The thought unsettled Lucrezia more than she had expected, however, she didn’t know what she’d expected. The word seemed important enough that the gods had been forced to create something like this.
Lucrezia struggled to imagine Vaeron at the center of such a history. It felt disproportionate but not very much impossible. What worse could he have done for the gods to construct such for just a trial?
Lucrezia wasn’t given time to sit with it when a movement spread through the arena, cutting through the quiet before she could form another thought.
Below, the figure facing Vaeron raised his head, and the similarity became immediate and disturbing not just in appearance alone, but in its bearing. From the way he stood, to the certainty in his posture, and the absence of hesitation in his gaze, everything mirrored Vaeron too precisely to be a coincidence.
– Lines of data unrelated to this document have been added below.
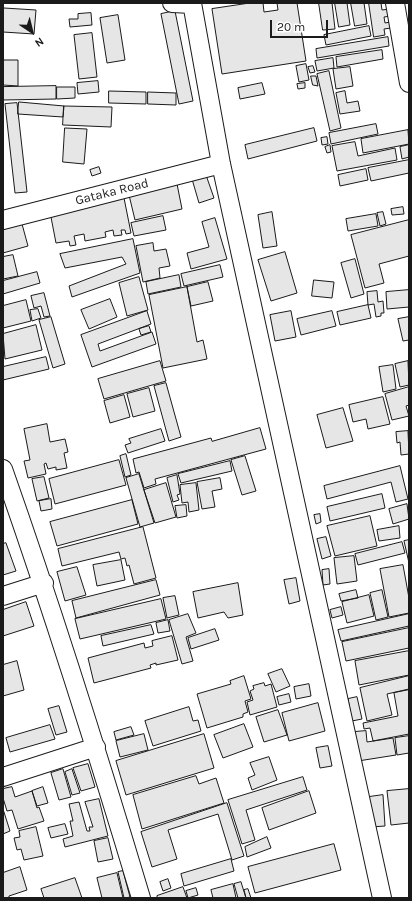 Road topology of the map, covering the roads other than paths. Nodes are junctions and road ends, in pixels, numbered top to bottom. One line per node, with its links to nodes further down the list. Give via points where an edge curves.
1 (172, 3): 3 (street)
2 (395, 3): 4 (street)
3 (192, 4): 5 (street)
4 (409, 83)
5 (220, 164): 6 (street, Gataka Road); 13 (street)
6 (3, 220)
7 (3, 469): 8 (street)
8 (44, 583): 9 (street); 10 (street)
9 (3, 596)
10 (96, 747): 11 (street); 12 (street)
11 (3, 777)
12 (141, 898)
13 (382, 898)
In that moment, Lucrezia believed that this wasn’t an imitation. It felt far from it, like some... alignment, perhaps.
Out of reflex, her spine straightened when his voice cut through the stillness of the arena. "I am the truth that endured," He started with a voice resonant and unstrained, as if he or... it, whatever the figure was, had recited it a thousand times before disclosing. "The hand that did not tremble, and a will that did not yield. I ruled. I judged. I decided what was necessary and did not ask forgiveness for it. I did not hesitate. I did not regret. I did not harbor,"
Her hands tightened together in her lap when the figure concluded. She swallowed, her nostrils burning from the cold and her stomach knotting at the weight of what she’d witnessed at the start of the day.
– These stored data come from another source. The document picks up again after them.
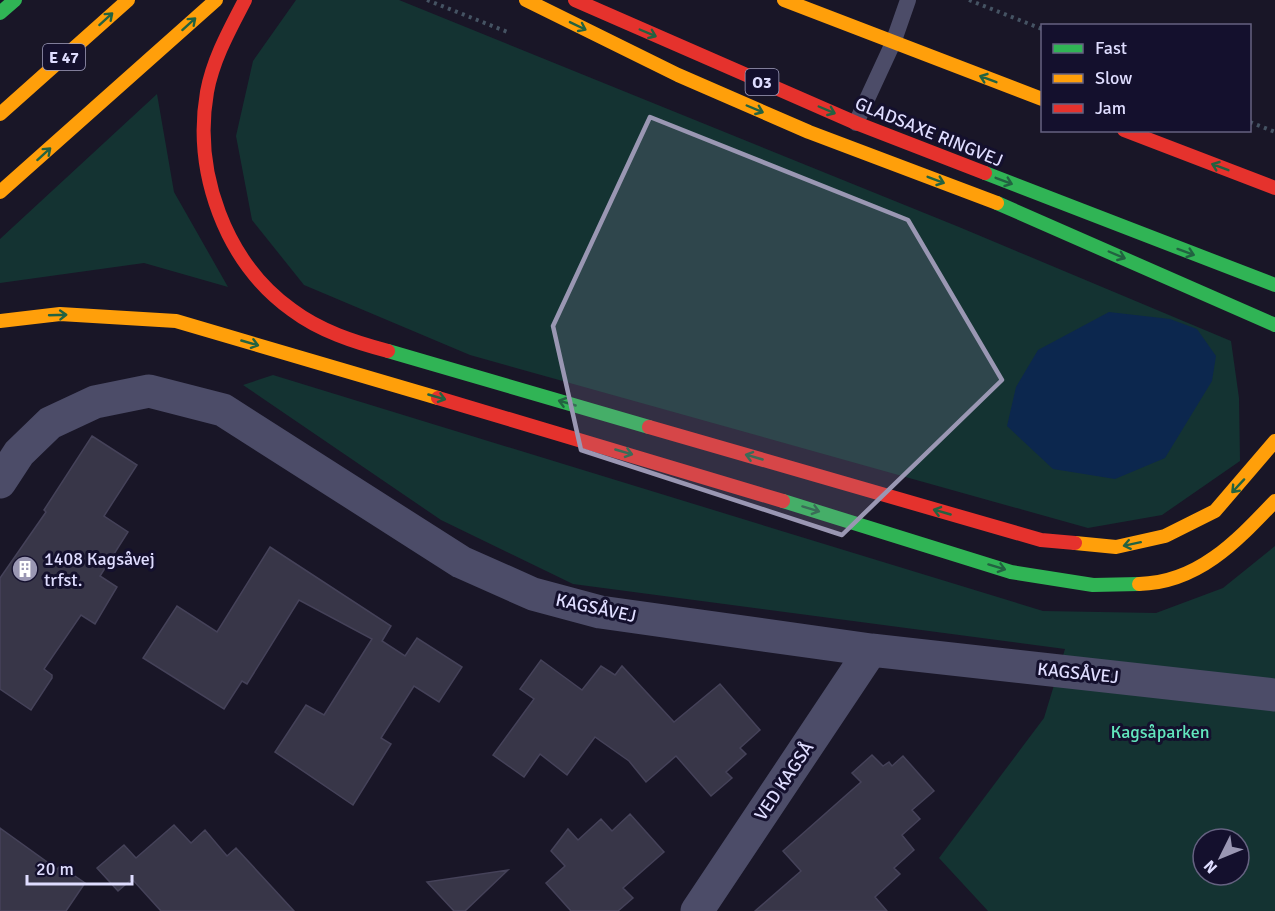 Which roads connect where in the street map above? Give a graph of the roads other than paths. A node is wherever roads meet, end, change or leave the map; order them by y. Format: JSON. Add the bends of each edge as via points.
{"nodes":[{"id":1,"x":15,"y":0,"type":"edge"},
{"id":2,"x":128,"y":0,"type":"edge"},
{"id":3,"x":216,"y":0,"type":"edge"},
{"id":4,"x":245,"y":0,"type":"edge"},
{"id":5,"x":526,"y":0,"type":"edge"},
{"id":6,"x":575,"y":0,"type":"edge"},
{"id":7,"x":784,"y":0,"type":"edge"},
{"id":8,"x":908,"y":0,"type":"edge"},
{"id":9,"x":0,"y":13,"type":"edge"},
{"id":10,"x":893,"y":43,"type":"junction"},
{"id":11,"x":1041,"y":99,"type":"edge"},
{"id":12,"x":0,"y":114,"type":"edge"},
{"id":13,"x":856,"y":123,"type":"junction"},
{"id":14,"x":1129,"y":132,"type":"edge"},
{"id":15,"x":1275,"y":188,"type":"edge"},
{"id":16,"x":0,"y":192,"type":"edge"},
{"id":17,"x":1275,"y":285,"type":"edge"},
{"id":18,"x":0,"y":321,"type":"edge"},
{"id":19,"x":1275,"y":325,"type":"edge"},
{"id":20,"x":1275,"y":441,"type":"edge"},
{"id":21,"x":0,"y":482,"type":"edge"},
{"id":22,"x":1275,"y":501,"type":"edge"},
{"id":23,"x":871,"y":650,"type":"junction"},
{"id":24,"x":1275,"y":695,"type":"edge"},
{"id":25,"x":698,"y":911,"type":"edge"}],
"edges":[{"from":1,"to":9,"type":"main road"},
{"from":12,"to":2,"type":"main road","number":"E 47","one_way":true},
{"from":16,"to":3,"type":"main road","one_way":true},
{"from":20,"to":4,"type":"main road","one_way":true,"via":[[1215,511],[1165,536],[1116,547],[1041,540],[384,350],[320,328],[275,296],[238,254],[214,204],[203,149],[207,94],[224,40]]},
{"from":5,"to":19,"type":"main road","one_way":true,"via":[[678,75],[809,132],[995,202]]},
{"from":6,"to":13,"type":"main road","name":"GLADSAXE RINGVEJ","number":"O3","one_way":true},
{"from":7,"to":10,"type":"main road"},
{"from":8,"to":10,"type":"lane"},
{"from":11,"to":10,"type":"main road","one_way":true},
{"from":10,"to":13,"type":"lane"},
{"from":13,"to":17,"type":"main road","name":"GLADSAXE RINGVEJ","number":"O3","one_way":true},
{"from":15,"to":14,"type":"main road","one_way":true},
{"from":18,"to":22,"type":"main road","one_way":true,"via":[[60,314],[176,321],[654,461],[1011,572],[1093,585],[1161,584],[1210,562],[1230,548]]},
{"from":21,"to":23,"type":"street","name":"KAGSÅVEJ","via":[[19,453],[50,423],[95,402],[149,391],[223,410],[461,562],[533,594],[600,612]]},
{"from":23,"to":24,"type":"street","name":"KAGSÅVEJ"},
{"from":23,"to":25,"type":"street","name":"VED KAGSÅ"}]}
Listening to a truth spoken by a creature she had always understood as a Sin felt wrong in a way she couldn’t name. Sins were judged. They were wielded. They were not meant to explain themselves. That was what she had been told, and what she knew as well.
As if that wasn’t enough, a second presence emerged to Vaeron’s left immediately after the first concluded.
This one moved more slowly, wearing no armor. His clothing was simple, worn at the edges revealing the old scars on his hands. His eyes were warm, troubled, painfully alive, looking at Vaeron not with authority, but with a sense of familiarity.
"I chose," This one said quietly in a way that made her heart clench. "Even when it hurt. Especially then." Lucrezia’s throat tightened, struck by the discomfort of watching something that should have remained private, even here.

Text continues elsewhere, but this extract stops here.